In 2001, he made an extraordinary introduction to postwar Italian cinema titled My Voyage to Italy. In four hours, he excerpts and comments on over 30 films by Rossellini, De Sica, Visconti, Fellini and Antonioni, and leaves the viewer breathless to see them all. Beginning with Paisa’, the breakthrough film that created neorealism, he explains the impact of such totally conceived pieces as Stromboli, Viaggio In Italia, and L’Eclisse.
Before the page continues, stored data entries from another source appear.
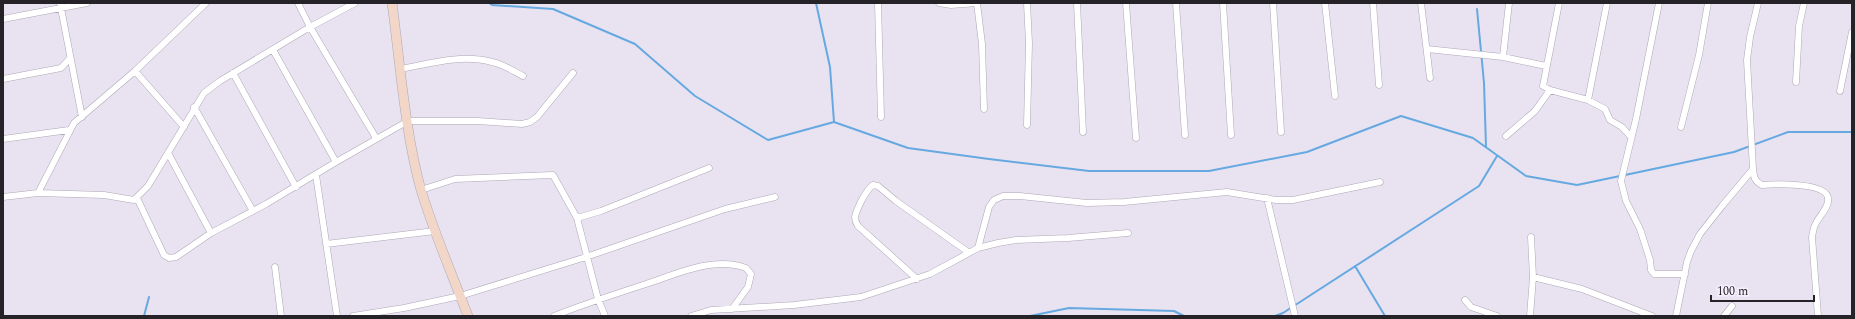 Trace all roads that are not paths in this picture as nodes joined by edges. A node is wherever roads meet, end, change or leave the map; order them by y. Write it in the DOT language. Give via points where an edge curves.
graph roads {
  1 [pos="87,3"];
  2 [pos="206,3"];
  3 [pos="298,3"];
  4 [pos="392,3"];
  5 [pos="878,3"];
  6 [pos="939,3"];
  7 [pos="976,3"];
  8 [pos="1027,3"];
  9 [pos="1077,3"];
  10 [pos="1126,3"];
  11 [pos="1176,3"];
  12 [pos="1223,3"];
  13 [pos="1273,3"];
  14 [pos="1325,3"];
  15 [pos="1373,3"];
  16 [pos="1421,3"];
  17 [pos="1509,3"];
  18 [pos="1558,3"];
  19 [pos="1607,3"];
  20 [pos="1659,3"];
  21 [pos="1708,3"];
  22 [pos="1758,3"];
  23 [pos="1804,3"];
  24 [pos="351,4"];
  25 [pos="60,5"];
  26 [pos="3,19"];
  27 [pos="310,27"];
  28 [pos="1852,32"];
  29 [pos="1427,49"];
  30 [pos="273,50"];
  31 [pos="1504,57"];
  32 [pos="70,58"];
  33 [pos="1546,66"];
  34 [pos="61,68"];
  35 [pos="401,69"];
  36 [pos="135,71"];
  37 [pos="233,73"];
  38 [pos="573,73"];
  39 [pos="73,76"];
  40 [pos="523,76"];
  41 [pos="3,78"];
  42 [pos="1430,78"];
  43 [pos="1796,82"];
  44 [pos="1379,85"];
  45 [pos="1550,90"];
  46 [pos="1840,91"];
  47 [pos="1335,96"];
  48 [pos="1588,100"];
  49 [pos="194,107"];
  50 [pos="984,109"];
  51 [pos="82,117"];
  52 [pos="882,117"];
  53 [pos="408,121"];
  54 [pos="1027,125"];
  55 [pos="184,127"];
  56 [pos="1681,127"];
  57 [pos="70,130"];
  58 [pos="1083,132"];
  59 [pos="1281,132"];
  60 [pos="1185,135"];
  61 [pos="1231,135"];
  62 [pos="1506,136"];
  63 [pos="1631,137"];
  64 [pos="376,138"];
  65 [pos="1136,138"];
  66 [pos="3,139"];
  67 [pos="168,153"];
  68 [pos="336,162"];
  69 [pos="709,168"];
  70 [pos="1753,170"];
  71 [pos="316,176"];
  72 [pos="1380,182"];
  73 [pos="296,186"];
  74 [pos="421,190"];
  75 [pos="38,193"];
  76 [pos="3,197"];
  77 [pos="775,197"];
  78 [pos="137,198"];
  79 [pos="1267,198"];
  80 [pos="253,211"];
  81 [pos="577,218"];
  82 [pos="435,231"];
  83 [pos="211,233"];
  84 [pos="1128,233"];
  85 [pos="1530,237"];
  86 [pos="326,244"];
  87 [pos="978,248"];
  88 [pos="968,252"];
  89 [pos="586,257"];
  90 [pos="275,267"];
  91 [pos="1685,274"];
  92 [pos="1533,277"];
  93 [pos="917,279"];
  94 [pos="460,296"];
  95 [pos="598,299"];
  96 [pos="1465,300"];
  97 [pos="1732,306"];
  98 [pos="732,309"];
  99 [pos="281,316"];
  100 [pos="337,316"];
  101 [pos="353,316"];
  102 [pos="468,316"];
  103 [pos="554,316"];
  104 [pos="605,316"];
  105 [pos="691,316"];
  106 [pos="1295,316"];
  107 [pos="1497,316"];
  108 [pos="1530,316"];
  109 [pos="1652,316"];
  110 [pos="1676,316"];
  111 [pos="1724,316"];
  112 [pos="1818,316"];
  1 -- 25 [label="street"];
  2 -- 36 [label="street"];
  3 -- 27 [label="street"];
  4 -- 35 [label="street"];
  5 -- 52 [label="street"];
  6 -- 7 [label="street"];
  7 -- 50 [label="street" via="982,44"];
  8 -- 54 [label="street"];
  9 -- 58 [label="street"];
  10 -- 65 [label="street"];
  11 -- 60 [label="street"];
  12 -- 61 [label="street"];
  13 -- 59 [label="street"];
  14 -- 47 [label="street"];
  15 -- 44 [label="street"];
  16 -- 29 [label="street"];
  17 -- 31 [label="street"];
  18 -- 33 [label="street"];
  19 -- 48 [label="street"];
  20 -- 63 [label="street"];
  21 -- 56 [label="street" via="1699,55"];
  22 -- 70 [label="street" via="1747,60"];
  23 -- 43 [label="street" via="1798,41"];
  24 -- 27 [label="street"];
  25 -- 26 [label="street"];
  25 -- 32 [label="street"];
  27 -- 30 [label="street"];
  27 -- 64 [label="street"];
  28 -- 46 [label="street"];
  29 -- 31 [label="street"];
  29 -- 42 [label="street"];
  30 -- 37 [label="street"];
  30 -- 68 [label="street"];
  31 -- 33 [label="street"];
  32 -- 34 [label="street"];
  32 -- 39 [label="street"];
  33 -- 45 [label="street" via="1543,86"];
  34 -- 39 [label="street"];
  34 -- 41 [label="street"];
  35 -- 40 [label="street" via="446,59 469,58 493,62"];
  35 -- 53 [label="street"];
  36 -- 51 [label="street"];
  36 -- 55 [label="street"];
  37 -- 49 [label="street" via="204,92"];
  37 -- 73 [label="street"];
  38 -- 53 [label="street" via="530,122 522,124"];
  39 -- 51 [label="street"];
  45 -- 48 [label="street"];
  45 -- 62 [label="street" via="1535,111"];
  48 -- 63 [label="street" via="1605,109 1610,120 1622,127"];
  49 -- 55 [label="street"];
  49 -- 80 [label="street"];
  51 -- 57 [label="street"];
  53 -- 64 [label="street"];
  53 -- 74 [label="street"];
  55 -- 67 [label="street"];
  57 -- 66 [label="street"];
  57 -- 75 [label="street"];
  63 -- 91 [label="street" via="1621,181 1626,201 1640,230 1651,270 1654,274"];
  64 -- 68 [label="street"];
  67 -- 78 [label="street" via="148,186"];
  67 -- 83 [label="street"];
  68 -- 71 [label="street"];
  69 -- 81 [label="street"];
  70 -- 91 [label="street" via="1700,234 1691,251"];
  70 -- 112 [label="street" via="1754,178 1762,184 1800,185 1818,190 1828,197 1828,203 1812,237"];
  71 -- 73 [label="street"];
  71 -- 86 [label="street"];
  72 -- 79 [label="street" via="1293,200"];
  73 -- 80 [label="street"];
  74 -- 81 [label="street" via="455,179 553,175"];
  74 -- 82 [label="street"];
  75 -- 76 [label="street"];
  75 -- 78 [label="street" via="104,195 127,200"];
  77 -- 89 [label="street" via="725,209"];
  78 -- 83 [label="street" via="164,255 169,258 176,257"];
  79 -- 87 [label="street" via="1227,192 1087,203 1003,196 994,200 989,207"];
  79 -- 106 [label="street"];
  80 -- 83 [label="street"];
  81 -- 89 [label="street"];
  82 -- 86 [label="street"];
  82 -- 94 [label="street"];
  84 -- 87 [label="street" via="1016,240"];
  85 -- 92 [label="street"];
  86 -- 100 [label="street"];
  87 -- 88 [label="street"];
  88 -- 93 [label="street"];
  88 -- 93 [label="street" via="878,186 873,185 855,216 855,221"];
  89 -- 94 [label="street"];
  89 -- 95 [label="street"];
  90 -- 99 [label="street"];
  91 -- 110 [label="street"];
  92 -- 108 [label="street"];
  92 -- 109 [label="street" via="1582,289"];
  93 -- 98 [label="street" via="861,297"];
  94 -- 101 [label="street"];
  94 -- 102 [label="street"];
  95 -- 98 [label="street" via="692,268 727,264 746,268 751,274 748,287"];
  95 -- 103 [label="street"];
  95 -- 104 [label="street"];
  96 -- 107 [label="street" via="1471,307"];
  97 -- 111 [label="street"];
  98 -- 105 [label="street" via="711,310"];
} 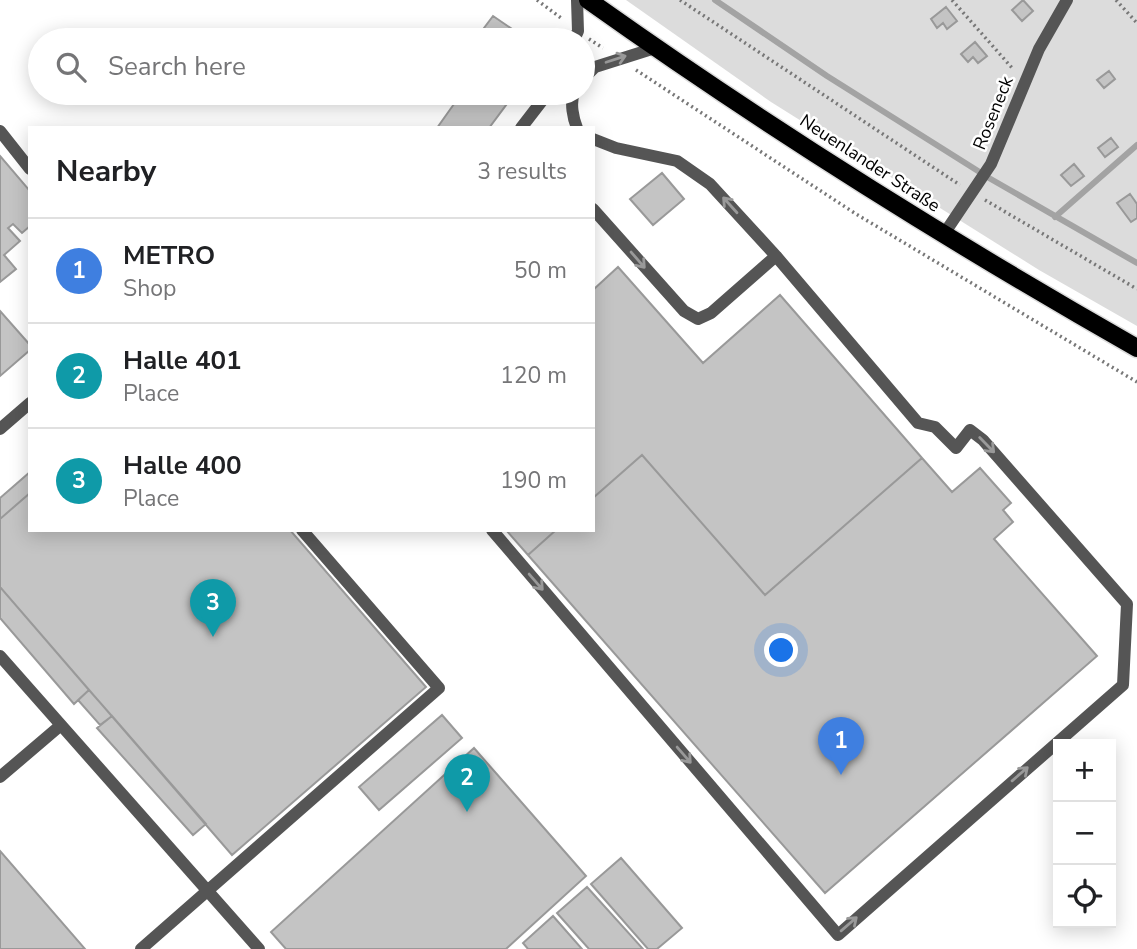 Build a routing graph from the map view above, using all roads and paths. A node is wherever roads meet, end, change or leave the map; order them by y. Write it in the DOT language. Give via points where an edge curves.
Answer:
graph roads {
  1 [pos="537,0"];
  2 [pos="577,0"];
  3 [pos="589,0"];
  4 [pos="681,0"];
  5 [pos="952,0"];
  6 [pos="1067,0"];
  7 [pos="1116,0"];
  8 [pos="1137,23"];
  9 [pos="567,28"];
  10 [pos="576,28"];
  11 [pos="595,46"];
  12 [pos="655,48"];
  13 [pos="617,58"];
  14 [pos="595,66"];
  15 [pos="1025,83"];
  16 [pos="538,105"];
  17 [pos="574,105"];
  18 [pos="535,109"];
  19 [pos="523,126"];
  20 [pos="533,126"];
  21 [pos="576,126"];
  22 [pos="0,131"];
  23 [pos="595,140"];
  24 [pos="28,166"];
  25 [pos="973,193"];
  26 [pos="595,211"];
  27 [pos="944,234"];
  28 [pos="776,256"];
  29 [pos="1137,289"];
  30 [pos="1137,348"];
  31 [pos="1137,383"];
  32 [pos="28,405"];
  33 [pos="0,429"];
  34 [pos="304,532"];
  35 [pos="494,532"];
  36 [pos="0,656"];
  37 [pos="61,726"];
  38 [pos="0,777"];
  39 [pos="208,892"];
  40 [pos="141,949"];
  41 [pos="259,949"];
  1 -- 9 [label="path"];
  2 -- 10 [label="lane"];
  3 -- 12 [label="main road, Neuenlander Straße"];
  4 -- 25 [label="path, Neuenlander Straße"];
  5 -- 15 [label="path"];
  6 -- 15 [label="lane, Roseneck"];
  7 -- 8 [label="path"];
  11 -- 13 [label="path"];
  12 -- 13 [label="lane"];
  12 -- 27 [label="main road, Neuenlander Straße"];
  14 -- 13 [label="lane, one-way"];
  13 -- 31 [label="path" via="856,214"];
  15 -- 25 [label="lane, Roseneck" via="991,164"];
  16 -- 18 [label="lane"];
  17 -- 21 [label="lane"];
  18 -- 19 [label="lane"];
  18 -- 20 [label="lane"];
  22 -- 24 [label="lane"];
  28 -- 23 [label="lane, one-way" via="710,184 677,161"];
  25 -- 27 [label="lane, Roseneck"];
  25 -- 29 [label="path, Neuenlander Straße"];
  26 -- 28 [label="lane, one-way" via="684,312 698,319 711,313"];
  27 -- 30 [label="main road, Neuenlander Straße"];
  28 -- 35 [label="lane" via="918,423 935,427 956,448 970,429 983,440 1127,604 1122,685 838,935"];
  32 -- 33 [label="lane"];
  34 -- 39 [label="lane" via="439,688"];
  36 -- 37 [label="lane"];
  37 -- 38 [label="lane"];
  37 -- 39 [label="lane"];
  39 -- 40 [label="lane"];
  39 -- 41 [label="lane"];
}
The film is edited as expected by Scorsese’s longtime collaborator, Thelma Schoonmaker, who did win an Aviator Oscar while Marty watched and waited, and relies on footage and scripts provided by some of the original creators of these groundbreaking works, like Visconti’s screenwriter Suso Cecchi D’Amato. On Scorsese’s tour from Sicily to Rome (Rosellini) to Venice (Visconti) and back (Antonioni) there are side trips to early Italian epics of the teens and twenties. And a link to the next generation of directors who would stand on the shoulders of these giants: Godard, Truffaut, Bergman, Resnais and Oshima.

By the time you start Disc 2, you will have to get a membership to GreenCine, Le Video, or the Criterion Collection, the last of which is about to reissue L’Eclisse on DVD in April.